**Task statement**
Reproduce word for word the lines between those holding "thumb cmc: (578, 287)" and "middle mcp: (612, 203)", inclusive, and nothing else from the data below.

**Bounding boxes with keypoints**
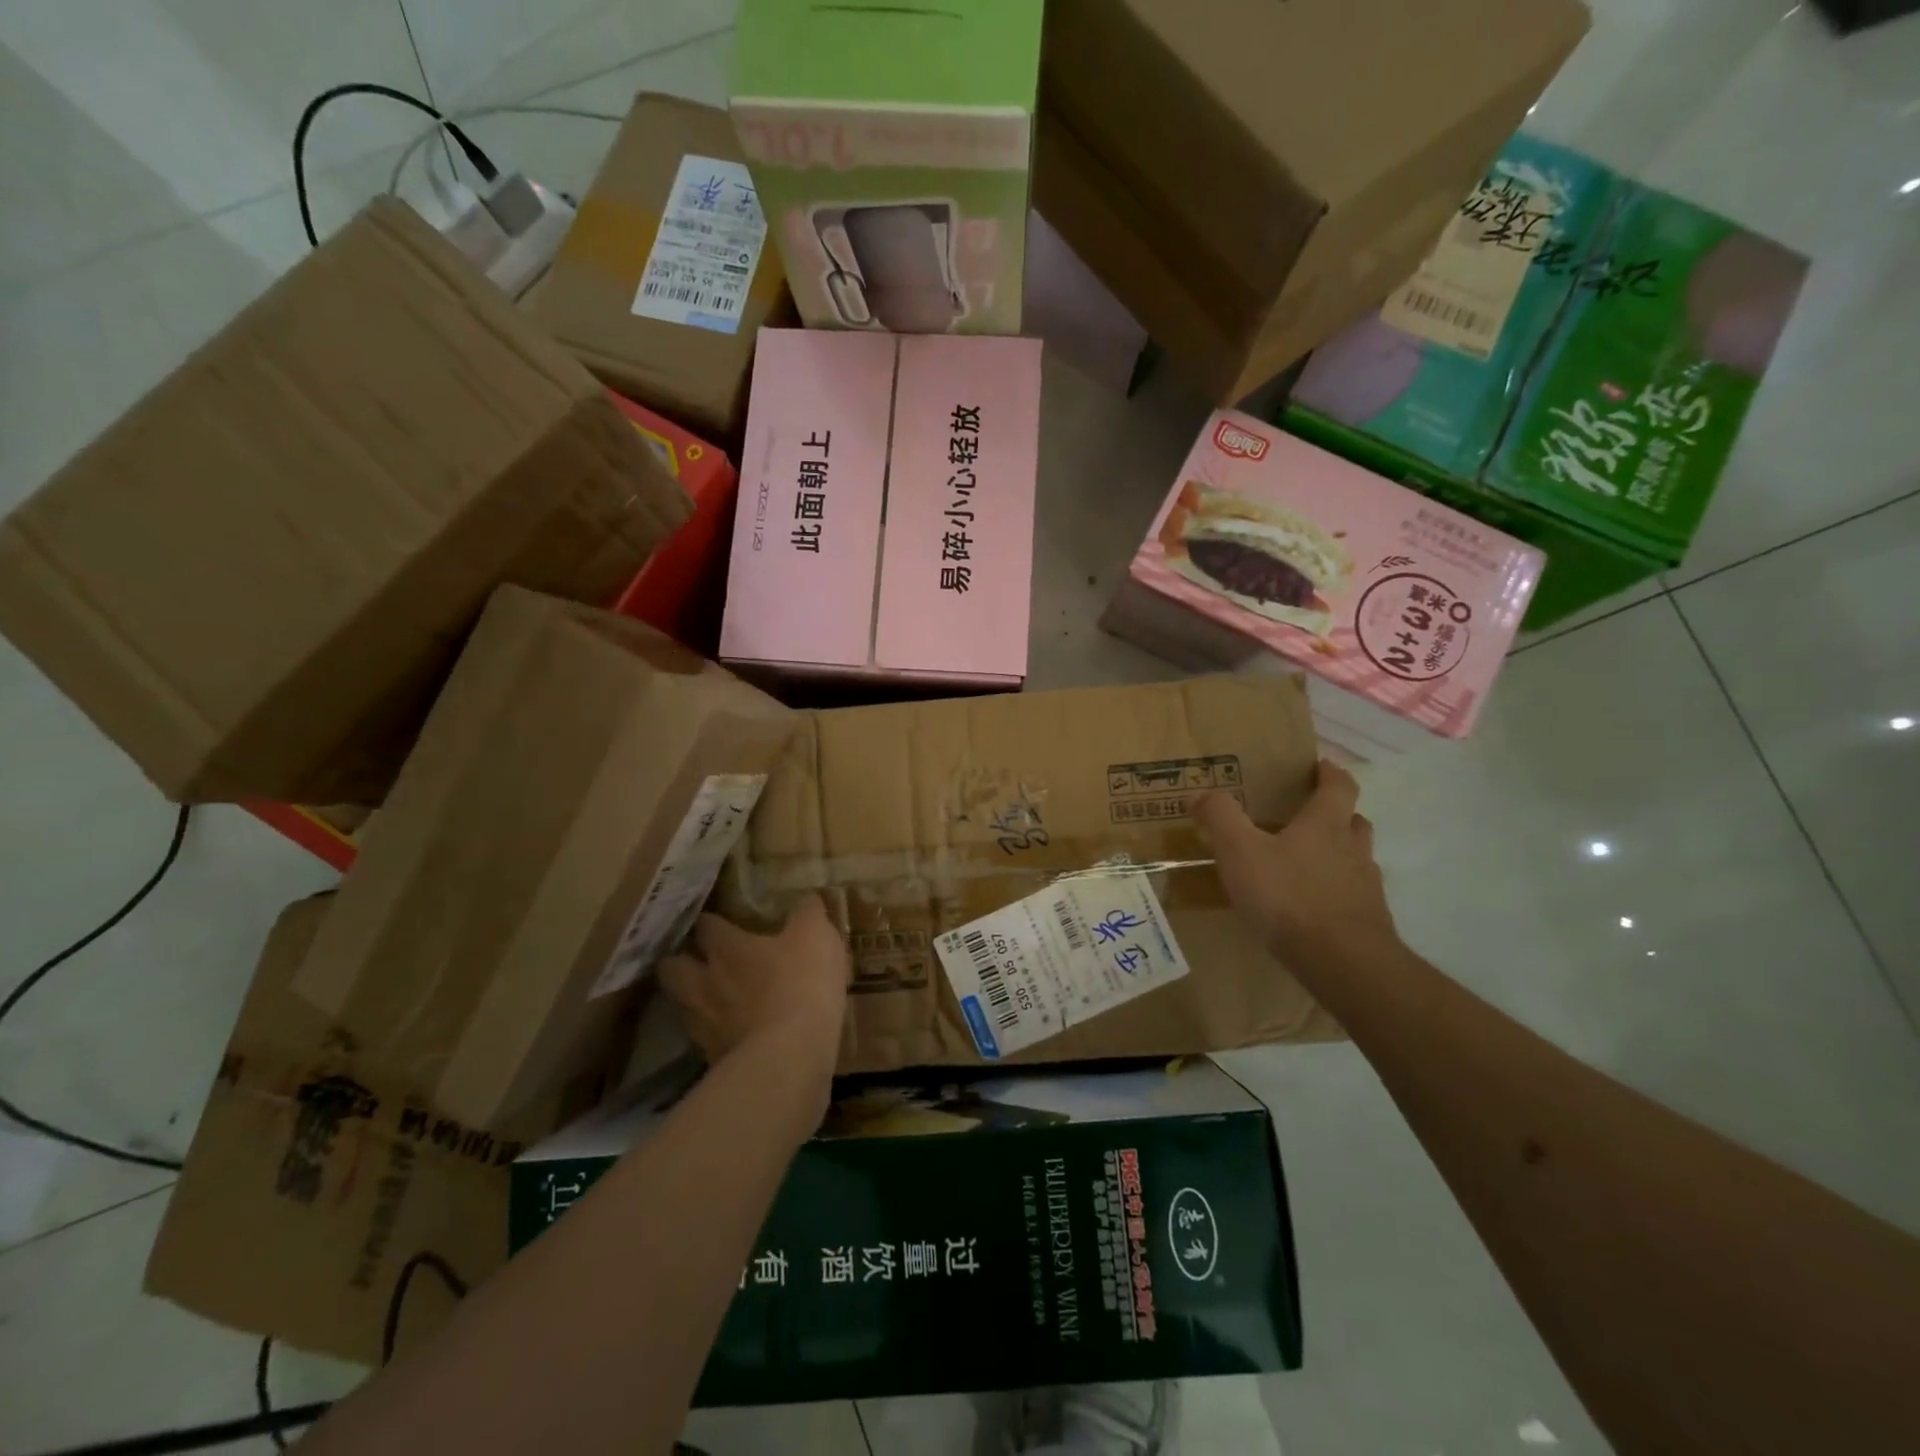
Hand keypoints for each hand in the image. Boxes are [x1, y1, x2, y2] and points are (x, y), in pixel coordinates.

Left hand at [659, 896, 849, 1074]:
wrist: (789, 1056)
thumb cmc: (801, 983)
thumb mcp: (817, 937)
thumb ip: (807, 914)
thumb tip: (805, 898)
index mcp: (727, 948)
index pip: (706, 926)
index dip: (711, 921)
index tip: (718, 919)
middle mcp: (705, 982)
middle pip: (673, 967)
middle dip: (680, 960)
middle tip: (698, 958)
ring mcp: (704, 1024)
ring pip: (682, 1005)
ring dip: (692, 999)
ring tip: (710, 999)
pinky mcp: (712, 1059)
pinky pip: (704, 1040)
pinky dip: (714, 1034)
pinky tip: (732, 1034)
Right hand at [1193, 760, 1398, 966]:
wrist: (1342, 962)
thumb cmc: (1289, 896)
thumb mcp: (1240, 851)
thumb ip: (1220, 817)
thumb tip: (1200, 793)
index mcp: (1326, 824)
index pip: (1339, 786)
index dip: (1330, 773)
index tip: (1320, 766)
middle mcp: (1352, 849)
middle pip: (1353, 821)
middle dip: (1335, 815)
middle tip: (1307, 817)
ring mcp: (1365, 887)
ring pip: (1356, 859)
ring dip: (1338, 855)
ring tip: (1306, 865)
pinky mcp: (1368, 922)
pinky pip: (1353, 897)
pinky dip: (1336, 894)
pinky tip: (1311, 908)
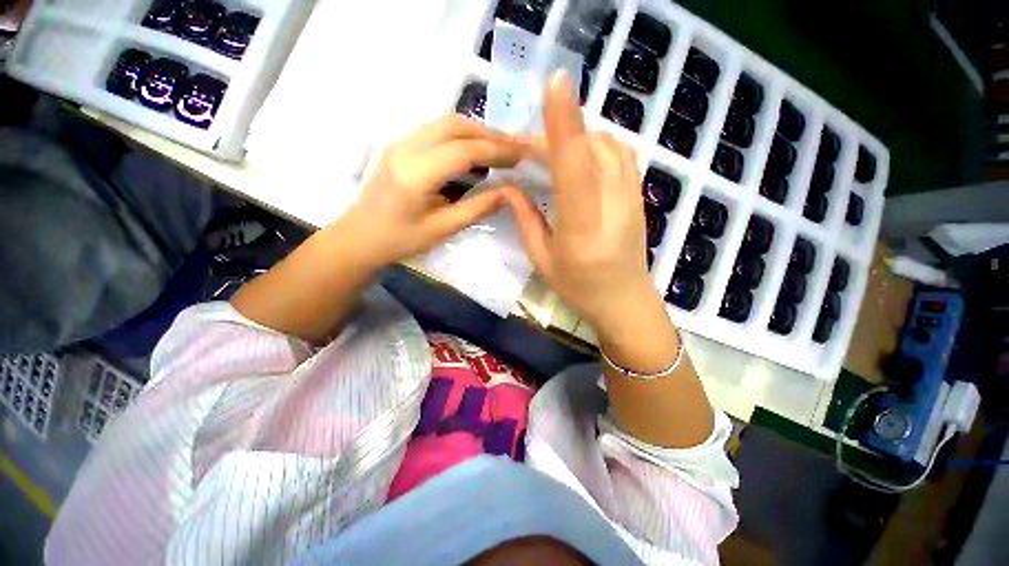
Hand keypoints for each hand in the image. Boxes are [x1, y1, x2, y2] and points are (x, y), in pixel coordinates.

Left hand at [343, 114, 529, 265]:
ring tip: (501, 148)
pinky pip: (436, 130)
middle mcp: (406, 147)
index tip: (524, 154)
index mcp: (416, 173)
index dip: (499, 150)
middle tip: (516, 148)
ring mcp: (400, 141)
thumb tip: (509, 191)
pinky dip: (462, 135)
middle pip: (455, 125)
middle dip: (491, 134)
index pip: (465, 150)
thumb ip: (478, 207)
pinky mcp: (400, 144)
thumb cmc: (401, 240)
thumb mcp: (443, 229)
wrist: (359, 237)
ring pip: (446, 122)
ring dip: (477, 131)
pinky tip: (475, 150)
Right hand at [501, 71, 655, 330]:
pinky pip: (621, 154)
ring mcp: (631, 196)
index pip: (575, 166)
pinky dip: (598, 144)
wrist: (624, 300)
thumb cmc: (578, 287)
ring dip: (579, 136)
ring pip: (609, 145)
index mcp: (583, 225)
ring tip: (554, 149)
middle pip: (590, 147)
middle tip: (528, 146)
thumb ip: (525, 219)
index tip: (555, 83)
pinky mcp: (638, 194)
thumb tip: (507, 186)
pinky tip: (582, 155)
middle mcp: (612, 203)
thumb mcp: (543, 259)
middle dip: (557, 134)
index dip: (565, 124)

**Task answer**
thumb cmc: (578, 287)
ring dip: (579, 136)
ring pip: (609, 145)
index mcp: (583, 225)
ring tip: (554, 149)
middle pip: (590, 147)
middle tip: (528, 146)
thumb ip: (525, 219)
index tip: (555, 83)
pinky mcp: (638, 194)
thumb tip: (507, 186)
pinky tip: (582, 155)
middle mcp: (612, 203)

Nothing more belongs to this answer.